Croatia's legislation on forced sterilisation

Legislation about (forced) sterilisation

In Croatia, forced sterilisation is regulated by the Family Act (2015), the Health Act and the Law on Health Measures For the Realisation of the Right to Free Choice on giving Birth.

The latter provides in article 2 that to protect the health of the person, the right to freely consent to give birth can be limited. Provisions are also included in articles 10 and 11, stating that the sterilisation of persons over 35 years old without full legal capacity can be requested by their parents or guardian with the consent of the guardianship authority, thus authorising forced sterilisation without the consent of the concerned person.

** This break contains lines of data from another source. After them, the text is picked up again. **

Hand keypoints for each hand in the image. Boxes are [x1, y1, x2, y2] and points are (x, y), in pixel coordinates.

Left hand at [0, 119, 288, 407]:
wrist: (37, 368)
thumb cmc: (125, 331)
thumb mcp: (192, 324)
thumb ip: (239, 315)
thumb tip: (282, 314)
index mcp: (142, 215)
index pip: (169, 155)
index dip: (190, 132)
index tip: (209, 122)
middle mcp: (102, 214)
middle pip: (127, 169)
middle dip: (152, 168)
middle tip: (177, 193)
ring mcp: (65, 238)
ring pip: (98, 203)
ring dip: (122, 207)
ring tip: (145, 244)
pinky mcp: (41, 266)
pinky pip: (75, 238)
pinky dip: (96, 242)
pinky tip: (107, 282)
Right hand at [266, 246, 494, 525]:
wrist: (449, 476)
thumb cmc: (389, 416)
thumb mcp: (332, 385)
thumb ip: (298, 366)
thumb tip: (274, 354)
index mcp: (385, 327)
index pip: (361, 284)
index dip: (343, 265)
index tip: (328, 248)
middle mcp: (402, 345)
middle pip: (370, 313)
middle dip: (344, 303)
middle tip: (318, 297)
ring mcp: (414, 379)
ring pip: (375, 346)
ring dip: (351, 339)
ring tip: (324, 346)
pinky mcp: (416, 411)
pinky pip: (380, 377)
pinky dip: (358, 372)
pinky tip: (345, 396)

In addition, article 260 of the Family Act provides that a decision on sterilisation of the ward (person under guardianship) is decided by the court in a non-contentious procedure at the request of a ward deprived of legal capacity in this area (health-related decisions) or their guardian. A decision by the court is not required if the protected person established a living will beforehand, and designated a trusted person to make medical decisions on their behalf in case of loss of capacity.

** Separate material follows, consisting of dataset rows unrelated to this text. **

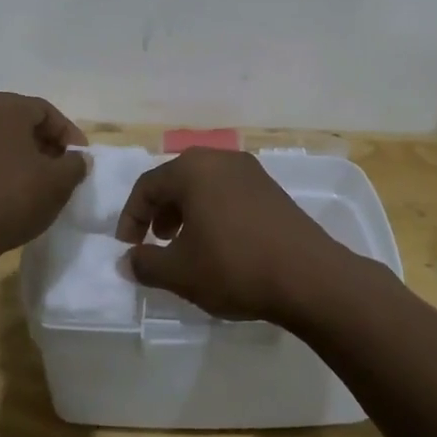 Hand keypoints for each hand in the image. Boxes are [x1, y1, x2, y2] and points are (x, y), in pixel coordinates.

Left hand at [0, 93, 87, 258]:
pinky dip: (0, 172)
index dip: (69, 135)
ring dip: (22, 159)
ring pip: (0, 143)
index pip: (46, 112)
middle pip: (21, 124)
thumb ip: (75, 165)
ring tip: (38, 186)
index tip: (81, 159)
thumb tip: (77, 160)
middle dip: (45, 145)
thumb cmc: (11, 196)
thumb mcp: (58, 182)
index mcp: (3, 108)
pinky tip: (10, 197)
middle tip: (62, 170)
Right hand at [117, 149, 354, 322]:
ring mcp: (251, 172)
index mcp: (193, 169)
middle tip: (156, 243)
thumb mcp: (180, 272)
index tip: (128, 249)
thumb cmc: (234, 266)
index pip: (147, 186)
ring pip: (204, 186)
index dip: (131, 218)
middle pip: (177, 180)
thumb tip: (127, 261)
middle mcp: (221, 159)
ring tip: (186, 247)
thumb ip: (145, 264)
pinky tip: (219, 246)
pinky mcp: (272, 189)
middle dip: (159, 212)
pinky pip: (229, 194)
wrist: (309, 277)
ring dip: (186, 213)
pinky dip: (213, 213)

According to the Croatian Union of Association of Persons with disabilities, parents, guardians or doctors make decisions on sterilisation on behalf of the person with intellectual disabilities.

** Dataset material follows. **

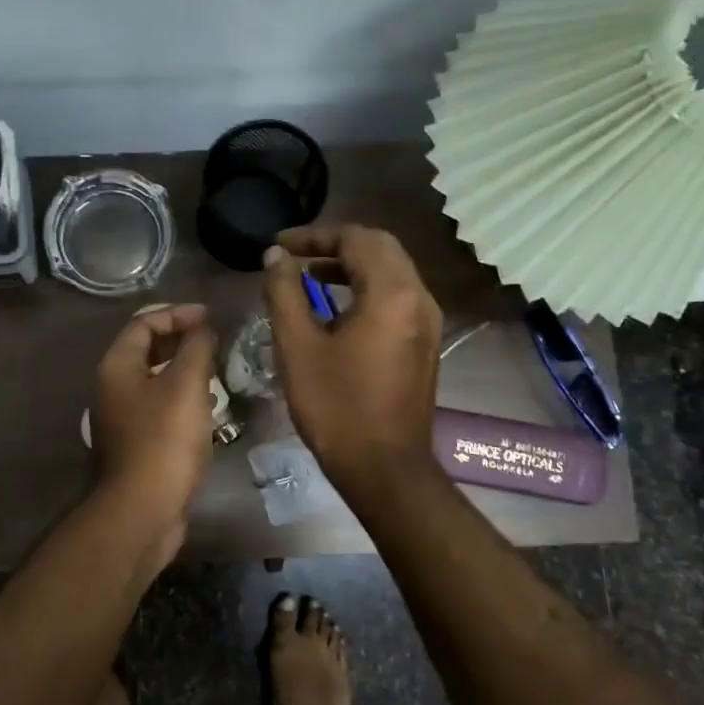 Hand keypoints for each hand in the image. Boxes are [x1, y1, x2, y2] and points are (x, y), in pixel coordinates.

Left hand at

The Committee on the Rights of Persons with Disabilities expressed concerns about such practices since the sterilisation of children and adults with disabilities is requested without their free and informed consent.

The Croatian Criminal Code does not include a specific offence of forced sterilisation. However, forced sterilisation of adults is punishable under the criminal offence of particularly serious bodily harm (Article 119). The punishment has been toughened by the Amendments to the Criminal Code from 2019.

Legal cases on the forced sterilisation of people with disabilities

The Croatian Supreme Court recently  authorised the sterilisation of a woman with psychological disabilities, considering that frequent pregnancies endangered her life.